Saved entries>
_ _ _

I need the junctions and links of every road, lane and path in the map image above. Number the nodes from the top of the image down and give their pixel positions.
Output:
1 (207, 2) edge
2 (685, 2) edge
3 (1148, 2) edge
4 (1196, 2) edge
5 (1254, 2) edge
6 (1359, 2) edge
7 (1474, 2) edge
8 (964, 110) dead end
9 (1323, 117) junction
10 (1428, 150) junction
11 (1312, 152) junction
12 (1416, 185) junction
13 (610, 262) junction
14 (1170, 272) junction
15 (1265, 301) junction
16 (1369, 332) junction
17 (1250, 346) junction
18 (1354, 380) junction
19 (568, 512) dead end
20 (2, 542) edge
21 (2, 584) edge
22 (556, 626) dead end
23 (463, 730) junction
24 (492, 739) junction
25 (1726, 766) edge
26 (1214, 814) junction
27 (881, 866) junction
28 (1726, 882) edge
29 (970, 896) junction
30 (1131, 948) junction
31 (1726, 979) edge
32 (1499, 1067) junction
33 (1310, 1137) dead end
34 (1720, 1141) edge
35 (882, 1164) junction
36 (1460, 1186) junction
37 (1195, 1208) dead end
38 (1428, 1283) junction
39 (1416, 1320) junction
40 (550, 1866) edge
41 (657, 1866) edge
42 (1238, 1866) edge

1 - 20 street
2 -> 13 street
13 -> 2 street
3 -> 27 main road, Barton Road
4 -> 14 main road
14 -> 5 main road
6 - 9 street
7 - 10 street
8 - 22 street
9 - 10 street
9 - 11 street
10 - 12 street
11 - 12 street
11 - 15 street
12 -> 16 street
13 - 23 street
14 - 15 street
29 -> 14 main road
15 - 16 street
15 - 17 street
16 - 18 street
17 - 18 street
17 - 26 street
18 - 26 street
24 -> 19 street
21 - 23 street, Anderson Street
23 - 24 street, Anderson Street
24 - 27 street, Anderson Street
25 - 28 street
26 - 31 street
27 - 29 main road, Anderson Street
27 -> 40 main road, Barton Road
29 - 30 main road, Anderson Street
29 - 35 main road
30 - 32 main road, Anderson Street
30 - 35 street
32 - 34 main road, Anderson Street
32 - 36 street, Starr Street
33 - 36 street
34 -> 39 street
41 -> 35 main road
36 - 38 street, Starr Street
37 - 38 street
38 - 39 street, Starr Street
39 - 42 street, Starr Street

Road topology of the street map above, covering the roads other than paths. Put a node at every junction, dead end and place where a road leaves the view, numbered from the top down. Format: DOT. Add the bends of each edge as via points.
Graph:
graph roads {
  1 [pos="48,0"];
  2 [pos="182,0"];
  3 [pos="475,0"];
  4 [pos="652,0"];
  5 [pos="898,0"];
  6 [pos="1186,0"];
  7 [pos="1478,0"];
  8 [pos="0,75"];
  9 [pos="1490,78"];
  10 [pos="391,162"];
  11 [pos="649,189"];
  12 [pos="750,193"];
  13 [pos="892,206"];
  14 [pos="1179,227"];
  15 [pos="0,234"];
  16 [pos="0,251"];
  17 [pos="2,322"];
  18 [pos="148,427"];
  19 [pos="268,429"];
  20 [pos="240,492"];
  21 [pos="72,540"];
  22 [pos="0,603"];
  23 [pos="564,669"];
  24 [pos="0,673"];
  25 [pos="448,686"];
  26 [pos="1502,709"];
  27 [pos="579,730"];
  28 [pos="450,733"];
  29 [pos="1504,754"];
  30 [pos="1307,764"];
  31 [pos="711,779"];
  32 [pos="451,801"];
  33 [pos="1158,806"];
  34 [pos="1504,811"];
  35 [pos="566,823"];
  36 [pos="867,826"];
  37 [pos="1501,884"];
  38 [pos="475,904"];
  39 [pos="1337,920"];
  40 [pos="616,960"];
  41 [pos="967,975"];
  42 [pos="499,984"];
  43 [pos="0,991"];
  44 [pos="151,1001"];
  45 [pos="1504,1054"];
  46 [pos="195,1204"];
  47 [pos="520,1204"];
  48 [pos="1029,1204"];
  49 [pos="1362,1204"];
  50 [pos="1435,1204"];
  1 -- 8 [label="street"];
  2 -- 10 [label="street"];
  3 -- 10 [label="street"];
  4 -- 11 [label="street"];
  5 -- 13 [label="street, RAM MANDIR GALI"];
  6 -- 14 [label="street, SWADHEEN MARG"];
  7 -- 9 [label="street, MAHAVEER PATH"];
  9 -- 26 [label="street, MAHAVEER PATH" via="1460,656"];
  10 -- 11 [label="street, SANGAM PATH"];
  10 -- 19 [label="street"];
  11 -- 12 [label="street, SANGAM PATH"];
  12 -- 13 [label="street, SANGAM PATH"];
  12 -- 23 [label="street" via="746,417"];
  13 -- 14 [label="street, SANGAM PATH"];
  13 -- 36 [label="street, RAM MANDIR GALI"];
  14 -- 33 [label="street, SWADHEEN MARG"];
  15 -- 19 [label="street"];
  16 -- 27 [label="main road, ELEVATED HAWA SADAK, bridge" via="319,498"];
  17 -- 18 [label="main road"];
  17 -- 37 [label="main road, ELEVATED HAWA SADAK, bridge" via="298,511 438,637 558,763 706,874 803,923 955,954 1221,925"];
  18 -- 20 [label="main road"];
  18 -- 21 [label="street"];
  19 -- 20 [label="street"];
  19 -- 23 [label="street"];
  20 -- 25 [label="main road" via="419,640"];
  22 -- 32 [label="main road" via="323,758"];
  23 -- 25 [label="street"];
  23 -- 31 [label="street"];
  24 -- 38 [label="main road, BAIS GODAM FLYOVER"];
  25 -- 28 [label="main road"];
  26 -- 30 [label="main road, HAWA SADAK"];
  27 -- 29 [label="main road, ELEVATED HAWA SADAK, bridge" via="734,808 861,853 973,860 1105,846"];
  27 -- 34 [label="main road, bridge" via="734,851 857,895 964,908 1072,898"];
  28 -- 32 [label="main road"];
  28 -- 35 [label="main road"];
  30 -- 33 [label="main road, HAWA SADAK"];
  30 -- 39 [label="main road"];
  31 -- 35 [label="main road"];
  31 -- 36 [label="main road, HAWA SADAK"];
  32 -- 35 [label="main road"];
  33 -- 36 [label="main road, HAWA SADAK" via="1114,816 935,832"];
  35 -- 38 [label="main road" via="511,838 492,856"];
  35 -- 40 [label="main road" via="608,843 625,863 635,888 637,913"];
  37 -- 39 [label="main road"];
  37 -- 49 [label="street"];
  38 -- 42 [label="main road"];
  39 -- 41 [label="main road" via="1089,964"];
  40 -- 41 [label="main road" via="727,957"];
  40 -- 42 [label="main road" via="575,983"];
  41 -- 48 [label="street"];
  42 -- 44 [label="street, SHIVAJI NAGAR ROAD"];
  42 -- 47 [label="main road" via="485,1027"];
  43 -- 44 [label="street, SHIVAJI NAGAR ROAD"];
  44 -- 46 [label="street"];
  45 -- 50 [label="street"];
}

_ _ _

Work to be completed> Where a line above contains the word "every", copy that line.

Written answer>
I need the junctions and links of every road, lane and path in the map image above. Number the nodes from the top of the image down and give their pixel positions.
Road topology of the street map above, covering the roads other than paths. Put a node at every junction, dead end and place where a road leaves the view, numbered from the top down. Format: DOT. Add the bends of each edge as via points.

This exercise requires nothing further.